What was most refreshing about The Mountain and the Viper is that it was the first time Daenerys’s storyline has actually gone anywhere since she captured Meereen back in episode four. It’s revealed that Jorah had been spying on her when he first met her, which results in her banishing him from her city in return.
She’s clearly trying very hard not to burst into tears at finding out that her oldest friend is a traitor, while Jorah’s waterworks are in full flow – there’s great performances from Emilia Clarke and Iain Glen here. Again, it would have been nice to see her private reaction, where she wouldn’t need to hide her sadness, but this display of actual human emotion is still a good change from the cold aloofness that’s defined her this season.
In one of the episode’s more gruesome interludes, Theon managed to convince Moat Cailin to surrender to Ramsay, after which every one of the soldiers there was killed by him. One unfortunate guy got all the skin on his chest flayed off, and we get to see all of it. Lovely. Alfie Allen is really impressive here, switching between his personas of Theon and Reek and very nearly having a nervous breakdown when he briefly thinks he’ll have to go back to Ramsay empty-handed. He’s definitely become the Most Unexpectedly Sympathetic Character, considering how awful a person he was in season two.
Sansa got a couple of great moments as well, and she’s clearly learning how to play the game: she’s not just the scared little girl she used to be, and seems to have actually embraced being Littlefinger’s protege. The scene where she emerged into the Eyrie’s great hall wearing a very regal dress and a cool, almost Cersei-esque demeanour was a great progression of her character, and it’ll be fascinating to see where she goes from here. She and “uncle Petyr” have a very strong place on the board right now.
Obviously though, what we’re all really here to see, as per the title, is the battle between the Mountain and the Viper. Surely one of the most anticipated events of the season, and it didn’t disappoint. Oberyn’s death was about as gory and unpleasant as this show gets, rivalling the infamous bathtub scene from Breaking Bad, and it’s a fittingly shocking conclusion to a great fight scene.
By having Oberyn wear light armour so he can be light on his feet, moving quickly around the enormous, plate mail-clad Clegane and getting in hits wherever he can, it’s clearly designed to recall Tyrion’s previous trial by combat in season one. Only here, the fact that Tyrion’s champion relies on movement and speed over brute strength doesn’t work out – Clegane is simply too strong – which is a brilliant twist to how we thought this fight was going to end. You can’t underestimate someone who’s been named the Mountain That Rides.

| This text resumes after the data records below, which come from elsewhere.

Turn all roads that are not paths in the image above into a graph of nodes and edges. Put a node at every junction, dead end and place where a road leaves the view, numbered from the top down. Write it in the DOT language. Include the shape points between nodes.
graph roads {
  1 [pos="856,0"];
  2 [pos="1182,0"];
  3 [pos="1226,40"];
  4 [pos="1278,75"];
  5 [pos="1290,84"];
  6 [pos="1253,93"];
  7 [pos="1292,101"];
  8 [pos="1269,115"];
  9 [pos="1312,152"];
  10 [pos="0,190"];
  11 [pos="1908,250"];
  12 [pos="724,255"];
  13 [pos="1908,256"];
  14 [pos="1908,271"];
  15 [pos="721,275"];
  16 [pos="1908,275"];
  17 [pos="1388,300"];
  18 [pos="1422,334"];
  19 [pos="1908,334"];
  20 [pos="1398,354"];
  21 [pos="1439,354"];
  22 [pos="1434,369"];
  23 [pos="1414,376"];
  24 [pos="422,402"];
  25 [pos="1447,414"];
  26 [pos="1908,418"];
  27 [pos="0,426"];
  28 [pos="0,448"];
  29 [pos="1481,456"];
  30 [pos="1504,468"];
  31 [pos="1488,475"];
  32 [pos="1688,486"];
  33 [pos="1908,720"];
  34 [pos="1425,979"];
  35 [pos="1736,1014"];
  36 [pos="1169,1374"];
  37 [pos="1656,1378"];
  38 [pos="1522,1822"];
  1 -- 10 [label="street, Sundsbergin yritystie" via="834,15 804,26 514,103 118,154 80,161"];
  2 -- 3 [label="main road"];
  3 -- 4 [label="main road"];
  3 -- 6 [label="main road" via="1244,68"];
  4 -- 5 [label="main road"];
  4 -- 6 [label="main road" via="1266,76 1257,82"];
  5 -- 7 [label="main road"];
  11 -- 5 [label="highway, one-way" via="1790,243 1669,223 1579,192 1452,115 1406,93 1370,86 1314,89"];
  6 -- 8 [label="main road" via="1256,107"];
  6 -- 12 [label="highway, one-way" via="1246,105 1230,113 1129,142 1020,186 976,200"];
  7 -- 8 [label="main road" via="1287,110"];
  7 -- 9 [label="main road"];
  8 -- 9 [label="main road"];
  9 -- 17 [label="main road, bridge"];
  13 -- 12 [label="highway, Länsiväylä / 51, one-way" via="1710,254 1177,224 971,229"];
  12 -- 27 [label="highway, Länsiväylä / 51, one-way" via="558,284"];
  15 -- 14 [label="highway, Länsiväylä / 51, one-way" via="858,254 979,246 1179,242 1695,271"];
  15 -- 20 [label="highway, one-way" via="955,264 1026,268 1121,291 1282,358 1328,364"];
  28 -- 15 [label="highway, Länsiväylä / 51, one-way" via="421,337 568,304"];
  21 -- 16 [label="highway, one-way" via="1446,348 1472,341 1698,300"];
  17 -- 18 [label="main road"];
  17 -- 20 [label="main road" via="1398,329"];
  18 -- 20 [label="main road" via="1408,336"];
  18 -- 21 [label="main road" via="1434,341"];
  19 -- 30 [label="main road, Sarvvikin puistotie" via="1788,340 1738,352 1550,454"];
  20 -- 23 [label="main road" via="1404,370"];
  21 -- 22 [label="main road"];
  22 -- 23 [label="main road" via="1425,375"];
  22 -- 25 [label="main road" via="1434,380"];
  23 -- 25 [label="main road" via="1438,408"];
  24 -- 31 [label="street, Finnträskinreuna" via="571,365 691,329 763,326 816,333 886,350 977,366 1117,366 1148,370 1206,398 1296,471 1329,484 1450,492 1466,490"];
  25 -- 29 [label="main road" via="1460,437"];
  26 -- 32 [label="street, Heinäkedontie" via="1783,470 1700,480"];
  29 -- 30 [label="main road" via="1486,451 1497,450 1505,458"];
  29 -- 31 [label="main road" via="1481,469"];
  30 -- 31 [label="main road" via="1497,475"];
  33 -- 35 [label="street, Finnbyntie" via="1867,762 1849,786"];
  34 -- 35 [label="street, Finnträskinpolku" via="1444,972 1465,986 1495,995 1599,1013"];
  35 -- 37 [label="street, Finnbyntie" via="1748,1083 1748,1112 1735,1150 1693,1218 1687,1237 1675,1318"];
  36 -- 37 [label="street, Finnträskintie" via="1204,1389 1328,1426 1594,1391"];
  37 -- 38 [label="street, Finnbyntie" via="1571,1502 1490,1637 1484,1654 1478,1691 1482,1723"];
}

The writers even managed to get a Princess Bride reference in there, and there are few things that can’t be improved by a Princess Bride reference. It would’ve been nice if Clegane had yelled “Stop saying that!” at Oberyn, but you can’t have everything. Oberyn was easily this season’s best new character, arguably the Coolest Spaniard Since Inigo Montoya, and it’s sad to see him go. The leaked cast list for next season promises many more Martells, so at least we’ll meet his family.
The Lannisters ought to have 10 points for managing to sentence Tyrion to death and thereby accomplishing what they’ve all wanted (apart from Jaime) since the day he was born. They’ve taken some heavy hits this season, but their control over the Kingdoms is still fairly undisputed at this point. That could change, however, with Littlefinger and Sansa securing their control of the Vale, setting themselves up as two of the biggest players in the Game and earning another five points.
Lannister: 30 / Stark: 40 / Baratheon: 25 / Targaryen: 35
As for the death toll, it’s hard to tell how many were killed in the attack on Mole’s Town, but it’s safe to say that there were a lot. There were around 15 on-screen deaths, and doubtless at least that many again off-screen, so between them, Oberyn and (presumably) the Mountain, let’s put our total at a nice, even 440. It may not be terribly precise, but counting deaths during a massacre isn’t the easiest thing in the world. If anything, it’s probably an underestimate.